MSK Working Group

In modern imaging of articular cartilage, in addition to the high-resolution morphological imaging, new developments arise that make it possible to visualize biochemical components of cartilage. These techniques include the so-called dGEMRIC technique and T2 mapping. Some of these biochemical components play a central role in the development of osteoarthritis or during cartilage healing following cartilage therapy. Therefore, the imaging morphology and quantification of cartilage components allows conclusions about the cartilage vitality (fig. 1) and integrity. The goal is to visualize early cartilage changes that are not yet visible by conventional MRI methods. Current main areas of application include: assessment of functional cartilage before surgery and follow-up examinations after cartilage therapy. Current projects investigate primarily the value of the 7-Tesla MRI.

With common radiological methods only morphological changes of the muscles can be visualised. New methods such as 23Natrium magnetic resonance imaging now provide information about pathophysiological changes. For example, the calf muscles of patients with paramyotonia or hyperkalemic periodic paralysis (HyperPP), both diseases caused by defective sodium channels of muscle resulting in intermittent paralysis, look completely normal on a conventional magnetic resonance image. Only the specific 23Natrium-MRI is able to visualize the pathologically increased sodium content of the muscle cells.

The incidence of benign cartilaginous tumors (enchondroma) is about 5%, so that the incidental finding of this entity is fairly common (appr. weekly in our institute). In some cases the sole morphological differentiation of benign and less aggressive cartilage tumors (chondrosarcoma grade 1) is extremely difficult and even for histopathologists after biopsy a big challenge. Modern radiology can contribute information with high-resolution imaging, e.g. 7T high-field MRI, for a better characterization of the tumor growth behavior with respect to the surrounding tissue. The aim is to image tumor invasiveness on a microstructure level, similar to histology.

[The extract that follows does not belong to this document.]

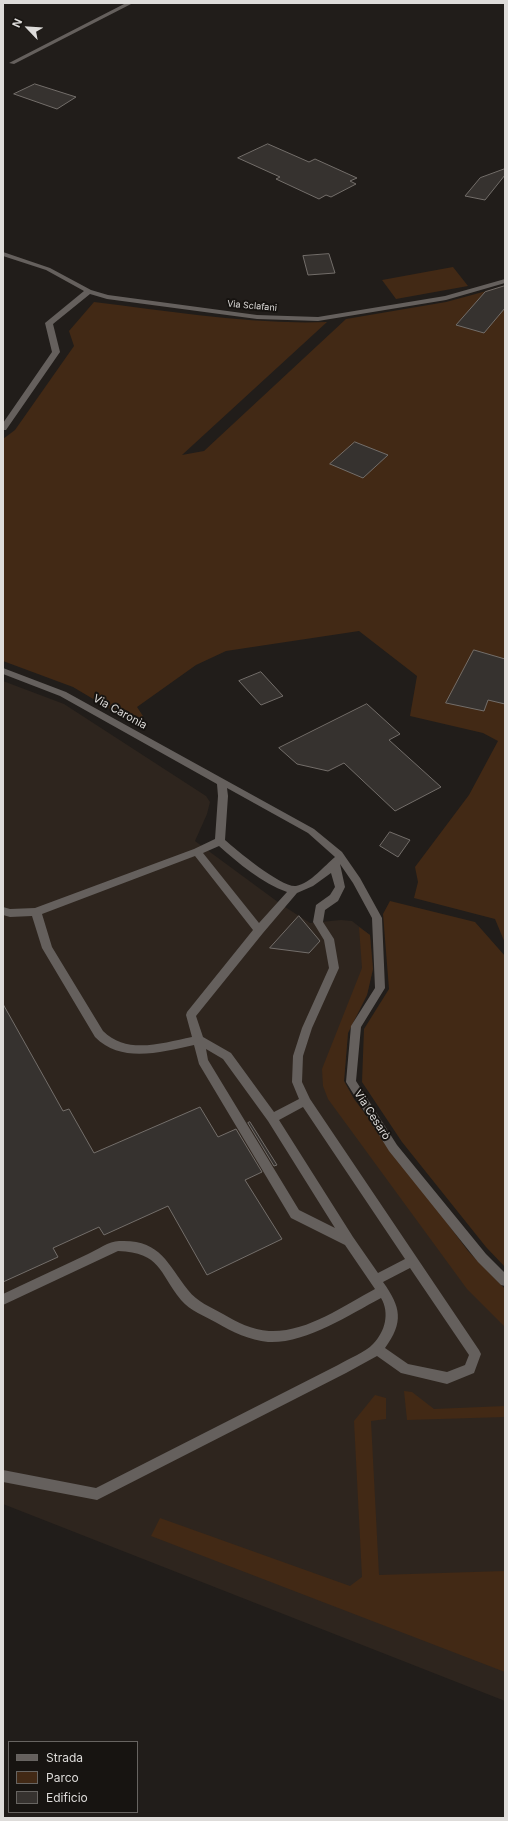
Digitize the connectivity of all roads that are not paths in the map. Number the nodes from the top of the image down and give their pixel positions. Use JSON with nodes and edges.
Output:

23Na is a component of glycoproteins, called proteoglycans, which play a crucial role in the formation of the cartilage matrix. 23Na can be imaged using high-field MRI and found in high concentration both in healthy cartilage, as well as in cartilage tumors, e.g. in enchondroma as demonstrated. This project deals with the analysis of 23Na concentration and their utility in the differential diagnosis and grading of cartilaginous tumors (Fig. 3 and Fig. 4) in collaboration with the Department "Medical Physics in Radiology" (E020).

A new ultrasound system (Acuson S3000 eSie, Siemens) is capable of displaying ultrasound images simultaneously to cross-sectional images. It enables an overlay or parallel visualization of real-time ultrasound images with existing MRI and CT scans of the same anatomical region. This so-called ‘fusion imaging’ allows for a quick anatomical orientation and provides more imaging details for the interpretation of complex pathologies or in order to perform interventions such as tumor biopsies. We currently carry out a feasibility study to assess the value in the routine diagnostics of peripheral soft tissue tumors. Both technical aspects and the learning curve for this new technology will be investigated. In partnership with the manufacturer and developer it is our goal to improve the system in order to use it as primary diagnostic tool and during guidance of ultrasound-assisted biopsies. Especially the tissue biopsy sampling of heterogeneous soft tissue tumors is extremely important for the diagnosis and grading. Here, a targeted approach to a representative tissue biopsy with MRI information of soft tissue composition, using fusion ultrasound, may be of great diagnostic value.